Assigned task
Reading the listing below, restate each entry exactly as written.

□ □ □ □

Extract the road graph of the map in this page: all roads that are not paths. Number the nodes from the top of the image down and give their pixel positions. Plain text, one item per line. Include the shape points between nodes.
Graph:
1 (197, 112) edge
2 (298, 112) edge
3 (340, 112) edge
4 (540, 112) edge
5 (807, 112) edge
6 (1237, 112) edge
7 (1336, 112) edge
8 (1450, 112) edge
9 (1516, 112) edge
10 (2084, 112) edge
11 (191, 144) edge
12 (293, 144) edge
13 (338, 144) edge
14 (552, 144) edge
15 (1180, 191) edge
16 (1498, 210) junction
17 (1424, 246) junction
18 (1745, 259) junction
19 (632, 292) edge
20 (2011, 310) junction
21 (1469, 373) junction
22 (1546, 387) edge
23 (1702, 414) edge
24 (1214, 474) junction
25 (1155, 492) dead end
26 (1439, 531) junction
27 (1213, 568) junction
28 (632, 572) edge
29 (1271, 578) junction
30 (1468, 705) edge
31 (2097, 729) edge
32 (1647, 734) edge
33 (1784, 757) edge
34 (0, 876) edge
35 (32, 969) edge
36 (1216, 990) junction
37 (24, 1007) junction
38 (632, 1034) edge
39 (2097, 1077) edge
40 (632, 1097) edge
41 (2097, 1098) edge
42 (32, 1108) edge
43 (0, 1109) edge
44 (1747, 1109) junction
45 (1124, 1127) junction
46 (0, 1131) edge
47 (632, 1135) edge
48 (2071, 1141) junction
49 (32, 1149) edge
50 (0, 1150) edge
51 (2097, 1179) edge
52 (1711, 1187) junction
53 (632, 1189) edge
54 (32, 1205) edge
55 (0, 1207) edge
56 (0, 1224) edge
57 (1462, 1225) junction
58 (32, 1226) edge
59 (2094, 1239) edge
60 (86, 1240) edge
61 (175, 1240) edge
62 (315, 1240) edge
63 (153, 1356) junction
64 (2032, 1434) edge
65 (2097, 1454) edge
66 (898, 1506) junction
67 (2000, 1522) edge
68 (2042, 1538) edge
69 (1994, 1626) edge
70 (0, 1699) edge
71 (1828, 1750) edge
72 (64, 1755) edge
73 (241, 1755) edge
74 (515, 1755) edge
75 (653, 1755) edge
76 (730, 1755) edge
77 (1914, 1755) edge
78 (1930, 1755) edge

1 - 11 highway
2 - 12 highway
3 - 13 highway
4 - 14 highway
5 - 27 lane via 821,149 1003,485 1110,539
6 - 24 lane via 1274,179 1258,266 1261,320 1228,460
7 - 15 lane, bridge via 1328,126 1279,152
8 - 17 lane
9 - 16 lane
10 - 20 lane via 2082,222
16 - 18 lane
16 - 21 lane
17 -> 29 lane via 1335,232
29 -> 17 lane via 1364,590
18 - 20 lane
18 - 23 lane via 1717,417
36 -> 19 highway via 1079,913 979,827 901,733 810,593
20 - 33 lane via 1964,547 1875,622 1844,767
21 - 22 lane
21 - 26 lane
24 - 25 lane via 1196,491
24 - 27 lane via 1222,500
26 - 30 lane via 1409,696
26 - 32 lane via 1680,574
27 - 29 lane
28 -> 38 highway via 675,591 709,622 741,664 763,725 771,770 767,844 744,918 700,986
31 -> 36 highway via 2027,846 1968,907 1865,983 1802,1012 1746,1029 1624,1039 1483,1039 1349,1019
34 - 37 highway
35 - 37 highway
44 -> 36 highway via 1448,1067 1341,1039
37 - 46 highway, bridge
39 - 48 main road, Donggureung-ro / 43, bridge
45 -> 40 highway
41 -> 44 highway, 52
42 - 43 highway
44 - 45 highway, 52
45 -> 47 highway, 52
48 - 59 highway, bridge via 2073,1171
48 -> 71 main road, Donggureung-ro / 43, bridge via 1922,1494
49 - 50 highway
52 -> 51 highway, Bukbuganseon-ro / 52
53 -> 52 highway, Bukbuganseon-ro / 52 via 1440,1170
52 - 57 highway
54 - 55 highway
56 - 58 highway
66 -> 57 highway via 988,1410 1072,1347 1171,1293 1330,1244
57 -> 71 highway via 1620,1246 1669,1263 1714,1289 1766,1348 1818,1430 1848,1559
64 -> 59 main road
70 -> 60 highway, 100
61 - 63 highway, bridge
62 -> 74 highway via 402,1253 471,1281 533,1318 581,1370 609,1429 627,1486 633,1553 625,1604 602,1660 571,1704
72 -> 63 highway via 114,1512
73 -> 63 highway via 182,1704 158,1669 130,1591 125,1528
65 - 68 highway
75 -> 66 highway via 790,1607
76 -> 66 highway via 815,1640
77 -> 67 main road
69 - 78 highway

□ □ □ □

Response box
Extract the road graph of the map in this page: all roads that are not paths. Number the nodes from the top of the image down and give their pixel positions. Plain text, one item per line. Include the shape points between nodes.
Graph:
1 (197, 112) edge
2 (298, 112) edge
3 (340, 112) edge
4 (540, 112) edge
5 (807, 112) edge
6 (1237, 112) edge
7 (1336, 112) edge
8 (1450, 112) edge
9 (1516, 112) edge
10 (2084, 112) edge
11 (191, 144) edge
12 (293, 144) edge
13 (338, 144) edge
14 (552, 144) edge
15 (1180, 191) edge
16 (1498, 210) junction
17 (1424, 246) junction
18 (1745, 259) junction
19 (632, 292) edge
20 (2011, 310) junction
21 (1469, 373) junction
22 (1546, 387) edge
23 (1702, 414) edge
24 (1214, 474) junction
25 (1155, 492) dead end
26 (1439, 531) junction
27 (1213, 568) junction
28 (632, 572) edge
29 (1271, 578) junction
30 (1468, 705) edge
31 (2097, 729) edge
32 (1647, 734) edge
33 (1784, 757) edge
34 (0, 876) edge
35 (32, 969) edge
36 (1216, 990) junction
37 (24, 1007) junction
38 (632, 1034) edge
39 (2097, 1077) edge
40 (632, 1097) edge
41 (2097, 1098) edge
42 (32, 1108) edge
43 (0, 1109) edge
44 (1747, 1109) junction
45 (1124, 1127) junction
46 (0, 1131) edge
47 (632, 1135) edge
48 (2071, 1141) junction
49 (32, 1149) edge
50 (0, 1150) edge
51 (2097, 1179) edge
52 (1711, 1187) junction
53 (632, 1189) edge
54 (32, 1205) edge
55 (0, 1207) edge
56 (0, 1224) edge
57 (1462, 1225) junction
58 (32, 1226) edge
59 (2094, 1239) edge
60 (86, 1240) edge
61 (175, 1240) edge
62 (315, 1240) edge
63 (153, 1356) junction
64 (2032, 1434) edge
65 (2097, 1454) edge
66 (898, 1506) junction
67 (2000, 1522) edge
68 (2042, 1538) edge
69 (1994, 1626) edge
70 (0, 1699) edge
71 (1828, 1750) edge
72 (64, 1755) edge
73 (241, 1755) edge
74 (515, 1755) edge
75 (653, 1755) edge
76 (730, 1755) edge
77 (1914, 1755) edge
78 (1930, 1755) edge

1 - 11 highway
2 - 12 highway
3 - 13 highway
4 - 14 highway
5 - 27 lane via 821,149 1003,485 1110,539
6 - 24 lane via 1274,179 1258,266 1261,320 1228,460
7 - 15 lane, bridge via 1328,126 1279,152
8 - 17 lane
9 - 16 lane
10 - 20 lane via 2082,222
16 - 18 lane
16 - 21 lane
17 -> 29 lane via 1335,232
29 -> 17 lane via 1364,590
18 - 20 lane
18 - 23 lane via 1717,417
36 -> 19 highway via 1079,913 979,827 901,733 810,593
20 - 33 lane via 1964,547 1875,622 1844,767
21 - 22 lane
21 - 26 lane
24 - 25 lane via 1196,491
24 - 27 lane via 1222,500
26 - 30 lane via 1409,696
26 - 32 lane via 1680,574
27 - 29 lane
28 -> 38 highway via 675,591 709,622 741,664 763,725 771,770 767,844 744,918 700,986
31 -> 36 highway via 2027,846 1968,907 1865,983 1802,1012 1746,1029 1624,1039 1483,1039 1349,1019
34 - 37 highway
35 - 37 highway
44 -> 36 highway via 1448,1067 1341,1039
37 - 46 highway, bridge
39 - 48 main road, Donggureung-ro / 43, bridge
45 -> 40 highway
41 -> 44 highway, 52
42 - 43 highway
44 - 45 highway, 52
45 -> 47 highway, 52
48 - 59 highway, bridge via 2073,1171
48 -> 71 main road, Donggureung-ro / 43, bridge via 1922,1494
49 - 50 highway
52 -> 51 highway, Bukbuganseon-ro / 52
53 -> 52 highway, Bukbuganseon-ro / 52 via 1440,1170
52 - 57 highway
54 - 55 highway
56 - 58 highway
66 -> 57 highway via 988,1410 1072,1347 1171,1293 1330,1244
57 -> 71 highway via 1620,1246 1669,1263 1714,1289 1766,1348 1818,1430 1848,1559
64 -> 59 main road
70 -> 60 highway, 100
61 - 63 highway, bridge
62 -> 74 highway via 402,1253 471,1281 533,1318 581,1370 609,1429 627,1486 633,1553 625,1604 602,1660 571,1704
72 -> 63 highway via 114,1512
73 -> 63 highway via 182,1704 158,1669 130,1591 125,1528
65 - 68 highway
75 -> 66 highway via 790,1607
76 -> 66 highway via 815,1640
77 -> 67 main road
69 - 78 highway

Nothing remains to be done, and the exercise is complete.